From what he does say there is little doubt but that Froebel would willingly have subscribed to Professor Stout’s dictum, “that to be mentally active is identical with being mentally alive or awake,[63] though in degree the activity may shade off gradually from that “involving a sense of strain, to that of almost passivity.” But just as Professor Stout rejects the idea of purely passive consciousness, so, too, does he reject “pure” mental activity. “It is impossible to find any bit of mental process which is determined purely from within.”[64]… “At the same time it is equally true that no change within is entirely determined from without.”[65] Mr. Stout does not say that pure activity—a purely self-determined process—cannot exist, for “we should, by parity of reasoning, be bound to reject the second law of motion.”[66] “But it rests,” he says, “with the advocates of pure activity, if there are such, to adduce a case of it, and until such a case is brought forward we must assume that there is none.… No portion of matter can be, even for a moment, outside the sphere of influence of other portions.”

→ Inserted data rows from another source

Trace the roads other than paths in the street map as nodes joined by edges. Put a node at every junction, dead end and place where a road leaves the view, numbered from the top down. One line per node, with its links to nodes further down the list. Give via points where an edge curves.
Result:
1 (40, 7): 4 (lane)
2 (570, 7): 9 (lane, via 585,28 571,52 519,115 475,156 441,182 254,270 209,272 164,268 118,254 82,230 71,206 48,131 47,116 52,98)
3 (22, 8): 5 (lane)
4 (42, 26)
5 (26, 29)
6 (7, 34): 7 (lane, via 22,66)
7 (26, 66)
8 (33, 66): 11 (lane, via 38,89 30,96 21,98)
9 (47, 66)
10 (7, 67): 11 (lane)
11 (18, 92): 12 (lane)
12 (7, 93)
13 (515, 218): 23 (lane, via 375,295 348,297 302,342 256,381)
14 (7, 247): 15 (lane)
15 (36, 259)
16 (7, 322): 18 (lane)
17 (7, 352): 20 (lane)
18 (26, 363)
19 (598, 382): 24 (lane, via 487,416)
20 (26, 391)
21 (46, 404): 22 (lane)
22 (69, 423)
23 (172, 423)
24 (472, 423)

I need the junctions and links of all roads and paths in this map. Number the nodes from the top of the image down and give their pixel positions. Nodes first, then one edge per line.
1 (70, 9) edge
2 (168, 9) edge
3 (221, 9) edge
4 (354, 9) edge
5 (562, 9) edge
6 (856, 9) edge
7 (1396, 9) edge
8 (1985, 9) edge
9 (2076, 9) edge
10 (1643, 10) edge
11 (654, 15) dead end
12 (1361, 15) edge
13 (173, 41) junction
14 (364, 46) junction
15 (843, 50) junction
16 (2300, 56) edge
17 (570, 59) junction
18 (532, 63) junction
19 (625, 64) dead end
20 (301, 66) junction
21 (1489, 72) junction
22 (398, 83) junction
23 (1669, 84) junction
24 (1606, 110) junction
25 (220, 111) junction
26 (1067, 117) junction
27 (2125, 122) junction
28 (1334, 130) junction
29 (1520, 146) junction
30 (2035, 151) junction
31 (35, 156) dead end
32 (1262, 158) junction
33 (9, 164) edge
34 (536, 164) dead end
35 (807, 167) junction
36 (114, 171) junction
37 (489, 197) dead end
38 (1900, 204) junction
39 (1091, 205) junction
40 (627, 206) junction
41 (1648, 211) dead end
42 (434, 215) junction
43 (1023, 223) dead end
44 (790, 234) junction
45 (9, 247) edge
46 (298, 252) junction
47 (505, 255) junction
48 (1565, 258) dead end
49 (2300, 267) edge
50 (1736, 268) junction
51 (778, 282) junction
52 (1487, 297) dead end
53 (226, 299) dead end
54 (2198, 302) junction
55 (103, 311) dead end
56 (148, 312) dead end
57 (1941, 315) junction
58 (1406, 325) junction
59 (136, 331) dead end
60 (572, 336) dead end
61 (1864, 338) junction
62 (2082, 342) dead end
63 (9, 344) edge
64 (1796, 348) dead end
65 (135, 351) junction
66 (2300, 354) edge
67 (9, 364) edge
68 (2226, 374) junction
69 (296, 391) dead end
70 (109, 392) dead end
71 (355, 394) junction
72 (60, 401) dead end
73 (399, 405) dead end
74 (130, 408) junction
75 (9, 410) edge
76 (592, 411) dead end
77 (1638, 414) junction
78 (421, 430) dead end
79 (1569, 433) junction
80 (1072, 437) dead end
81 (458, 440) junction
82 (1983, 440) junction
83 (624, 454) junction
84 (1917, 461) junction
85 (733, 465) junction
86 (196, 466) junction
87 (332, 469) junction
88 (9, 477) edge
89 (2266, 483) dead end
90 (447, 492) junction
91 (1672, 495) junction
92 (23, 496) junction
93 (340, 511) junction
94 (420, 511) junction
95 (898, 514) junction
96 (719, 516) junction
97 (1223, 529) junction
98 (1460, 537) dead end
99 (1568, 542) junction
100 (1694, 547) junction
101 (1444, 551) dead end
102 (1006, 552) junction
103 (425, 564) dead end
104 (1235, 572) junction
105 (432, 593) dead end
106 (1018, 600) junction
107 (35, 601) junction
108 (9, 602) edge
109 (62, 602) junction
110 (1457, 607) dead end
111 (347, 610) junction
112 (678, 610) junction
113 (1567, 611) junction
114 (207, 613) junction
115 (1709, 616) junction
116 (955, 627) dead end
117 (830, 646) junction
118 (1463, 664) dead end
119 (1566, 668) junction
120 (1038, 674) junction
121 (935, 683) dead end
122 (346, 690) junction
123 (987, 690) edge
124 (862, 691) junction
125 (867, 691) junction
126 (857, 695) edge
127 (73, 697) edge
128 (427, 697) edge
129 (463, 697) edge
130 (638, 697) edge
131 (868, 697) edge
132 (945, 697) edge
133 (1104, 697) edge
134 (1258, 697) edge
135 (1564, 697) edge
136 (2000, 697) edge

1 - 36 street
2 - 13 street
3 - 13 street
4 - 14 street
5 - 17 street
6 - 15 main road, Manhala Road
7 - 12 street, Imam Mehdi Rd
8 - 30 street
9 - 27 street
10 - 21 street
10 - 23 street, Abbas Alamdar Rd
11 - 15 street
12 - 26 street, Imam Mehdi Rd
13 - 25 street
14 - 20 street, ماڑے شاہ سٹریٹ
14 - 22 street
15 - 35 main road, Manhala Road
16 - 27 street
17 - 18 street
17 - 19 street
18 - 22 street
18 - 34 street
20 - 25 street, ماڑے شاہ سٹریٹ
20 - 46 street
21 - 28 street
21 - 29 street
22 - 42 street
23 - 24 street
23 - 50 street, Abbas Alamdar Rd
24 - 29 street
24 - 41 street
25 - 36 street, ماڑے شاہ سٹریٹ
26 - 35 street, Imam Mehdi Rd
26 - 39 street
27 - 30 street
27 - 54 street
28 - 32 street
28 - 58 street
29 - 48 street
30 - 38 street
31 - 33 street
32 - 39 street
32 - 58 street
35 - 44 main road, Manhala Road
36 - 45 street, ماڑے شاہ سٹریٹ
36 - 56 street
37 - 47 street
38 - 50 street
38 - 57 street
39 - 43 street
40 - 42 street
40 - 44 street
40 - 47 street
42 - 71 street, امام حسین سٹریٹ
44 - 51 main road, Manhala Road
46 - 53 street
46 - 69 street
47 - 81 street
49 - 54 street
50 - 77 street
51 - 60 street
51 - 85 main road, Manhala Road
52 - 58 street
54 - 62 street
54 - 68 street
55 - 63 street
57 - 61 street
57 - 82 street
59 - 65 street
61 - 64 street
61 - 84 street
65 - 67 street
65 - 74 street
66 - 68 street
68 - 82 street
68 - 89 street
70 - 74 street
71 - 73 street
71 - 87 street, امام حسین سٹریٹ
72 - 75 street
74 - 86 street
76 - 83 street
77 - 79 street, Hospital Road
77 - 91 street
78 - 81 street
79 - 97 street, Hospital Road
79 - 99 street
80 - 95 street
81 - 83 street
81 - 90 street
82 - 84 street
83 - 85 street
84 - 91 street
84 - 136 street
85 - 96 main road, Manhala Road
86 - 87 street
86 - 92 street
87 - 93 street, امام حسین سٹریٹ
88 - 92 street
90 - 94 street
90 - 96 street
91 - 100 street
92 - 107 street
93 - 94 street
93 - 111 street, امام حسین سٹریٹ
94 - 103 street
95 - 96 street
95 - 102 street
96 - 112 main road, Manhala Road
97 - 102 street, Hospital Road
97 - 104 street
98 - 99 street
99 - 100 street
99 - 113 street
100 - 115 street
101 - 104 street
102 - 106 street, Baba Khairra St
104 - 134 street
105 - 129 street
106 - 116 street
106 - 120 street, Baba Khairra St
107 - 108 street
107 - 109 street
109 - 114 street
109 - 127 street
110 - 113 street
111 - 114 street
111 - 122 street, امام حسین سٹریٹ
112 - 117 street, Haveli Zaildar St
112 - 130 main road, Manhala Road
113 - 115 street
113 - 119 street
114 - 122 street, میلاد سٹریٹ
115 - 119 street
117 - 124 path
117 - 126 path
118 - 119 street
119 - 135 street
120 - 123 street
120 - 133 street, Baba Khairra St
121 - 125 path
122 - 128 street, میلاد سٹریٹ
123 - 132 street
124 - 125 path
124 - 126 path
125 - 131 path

We have seen that Mr. O’Shea practically accuses Froebel of being an “advocate of pure activity,”[67] nor is he the only one of Froebel’s critics who does so. If, however, it be considered an accident that Froebel should in one passage put “conscious self-determination” at the highest point of life development, and in another passage give this place to “activity” which Mr. Bradley and Mr. Stout tell us is to be regarded as self-determined, is it also an accident that in the very same passage Froebel should state that “everything in Nature develops and forms itself under the total collective influence of all other things”?

If these correspondences are not accidental, then it must be allowed in the first place that Froebel attached a fairly definite meaning to the word “activity,” including self-determination in its connotation; and in the second place that the grounds on which he is charged with being a believer in “pure activity” are very insufficient. When Mr. Stout says that even if it is allowable “as an illustrative hypothesis” to regard the physical universe as an internally complete system,[68] it is clear that “the stream of individual consciousness is no such self-contained unit,” but “the merest fragment of universal reality, as its correlated brain process is the merest fragment of the material world[69]”; is this anything but a statement of that unity, on which Froebel insists in season and out of season—which appears on almost every page of his writings, so that the word has become the veriest “cant” of the half-trained Kindergarten teacher[70].

The philosophic conception of unity, the belief that there is no separation in either world, physical or psychical, or between either world, was always present to Froebel’s mind. “In Nature,” he writes, “every phenomenon has its sufficient foundation and its necessary consequence.” But as every philosopher would say, so Froebel said, “Separation is permitted for the observing, thinking and comparing intellect, and the outwardly representing life, and is indeed required by it, but must by no means on that account be permitted to appear in the mind which is intended to grasp and constantly to retain in its original inner union, that which is outwardly apparently separated by the thinking intellect, the reason and the life.”[71] So Professor Münsterberg, writing as a professed scientist, says, “Science is to me, not a mass of disconnected information, … but the certainty that nothing can exist outside the gigantic mechanism of causes and effects, but Science is not and cannot be, and ought never to try to be, an expression of ultimate reality.”[72]